Two custom R packages must be installed before running the R scripts provided in this repository.
## Install devtools (if you do not have it already)
install.packages("devtools")
## Install the data generation package
devtools::install_github(repo = "kaz-yos/datagen3")
## Install the simulation package
devtools::install_github(repo = "kaz-yos/trim3")
Additionally, packages doParallel
, doRNG
, grid
, gtable
, and tidyverse
, are required in the scripts.
Running the following will generate raw data files under the data/
folder using 8 cores.
Rscript ./01_generate_data.R 8
If you have access to a SLURM-based computing cluster, the following can be used with appropriate modifications to the shell script.
sh ./01_generate_data_o2.sh
Running the following will process the specified data file (PS estimation and trimming) and generate a new file with the same name except that raw changes to prepared.
Rscript ./02_prepare_data.R ./data/scenario_raw001_part001_r50.RData 8
If you have access to a SLURM-based computing cluster, the following can be used with appropriate modifications to the shell script. This will dispatch a SLURM job for each file.
sh ./02_prepare_data_o2.sh ./data/scenario_raw*
Running the following will analyze the specified data file (outcome model estimation) and generate a new file with the same name except that prepared changes to analyzed.
Rscript ./03_analyze_data.R ./data/scenario_prepared001_part001_r50.RData 8
If you have access to a SLURM-based computing cluster, the following can be used with appropriate modifications to the shell script. This will dispatch a SLURM job for each file.

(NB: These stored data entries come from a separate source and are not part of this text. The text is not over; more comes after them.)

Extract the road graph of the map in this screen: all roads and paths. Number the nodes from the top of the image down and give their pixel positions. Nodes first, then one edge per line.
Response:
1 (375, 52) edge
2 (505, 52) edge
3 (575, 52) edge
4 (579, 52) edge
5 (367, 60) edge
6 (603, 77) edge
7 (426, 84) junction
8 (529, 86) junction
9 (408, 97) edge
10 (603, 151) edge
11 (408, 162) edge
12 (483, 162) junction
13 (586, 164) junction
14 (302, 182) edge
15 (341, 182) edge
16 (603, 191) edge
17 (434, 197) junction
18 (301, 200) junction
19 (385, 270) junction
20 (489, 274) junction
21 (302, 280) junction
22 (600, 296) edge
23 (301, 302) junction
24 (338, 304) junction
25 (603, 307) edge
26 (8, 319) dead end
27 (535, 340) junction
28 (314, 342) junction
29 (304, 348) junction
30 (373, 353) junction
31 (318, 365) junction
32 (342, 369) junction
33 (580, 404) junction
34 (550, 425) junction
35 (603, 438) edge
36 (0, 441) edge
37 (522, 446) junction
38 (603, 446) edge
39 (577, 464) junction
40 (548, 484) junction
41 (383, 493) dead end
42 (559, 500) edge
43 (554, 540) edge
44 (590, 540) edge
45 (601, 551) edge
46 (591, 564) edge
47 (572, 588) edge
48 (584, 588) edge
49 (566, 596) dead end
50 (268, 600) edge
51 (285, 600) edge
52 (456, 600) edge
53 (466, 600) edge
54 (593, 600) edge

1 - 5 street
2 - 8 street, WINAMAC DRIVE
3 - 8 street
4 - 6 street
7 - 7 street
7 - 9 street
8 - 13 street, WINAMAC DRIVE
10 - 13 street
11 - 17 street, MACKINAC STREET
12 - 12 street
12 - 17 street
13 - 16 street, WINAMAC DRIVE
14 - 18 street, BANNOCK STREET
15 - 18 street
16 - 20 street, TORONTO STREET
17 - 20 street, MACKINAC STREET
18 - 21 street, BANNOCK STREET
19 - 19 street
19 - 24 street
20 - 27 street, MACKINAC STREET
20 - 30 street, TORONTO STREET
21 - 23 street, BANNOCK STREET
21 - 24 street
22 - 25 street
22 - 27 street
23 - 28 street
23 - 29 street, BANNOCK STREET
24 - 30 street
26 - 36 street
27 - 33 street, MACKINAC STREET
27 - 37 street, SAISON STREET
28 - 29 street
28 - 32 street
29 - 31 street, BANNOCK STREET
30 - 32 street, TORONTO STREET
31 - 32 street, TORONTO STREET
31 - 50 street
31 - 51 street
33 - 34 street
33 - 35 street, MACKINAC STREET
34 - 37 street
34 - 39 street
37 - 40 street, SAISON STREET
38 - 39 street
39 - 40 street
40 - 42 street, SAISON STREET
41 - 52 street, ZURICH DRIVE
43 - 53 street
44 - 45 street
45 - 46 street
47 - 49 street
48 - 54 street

sh ./03_analyze_data_o2.sh ./data/scenario_prepared*
Running the following will aggregate all the analyzed data files under data/
and generate a single new file named all_analysis_results.RData
.
Rscript ./04_aggregate_results.R 1
If you have access to a SLURM-based computing cluster, the following can be used with appropriate modifications to the shell script.
sh ./04_aggregate_results_o2.sh
Running the following will summarize the results (scenario-level summaries) and generate a new file named all_analysis_summary.RData
.
Rscript ./05_summarize_results.R ./data/all_analysis_results.RData 1
If you have access to a SLURM-based computing cluster, the following can be used with appropriate modifications to the shell script.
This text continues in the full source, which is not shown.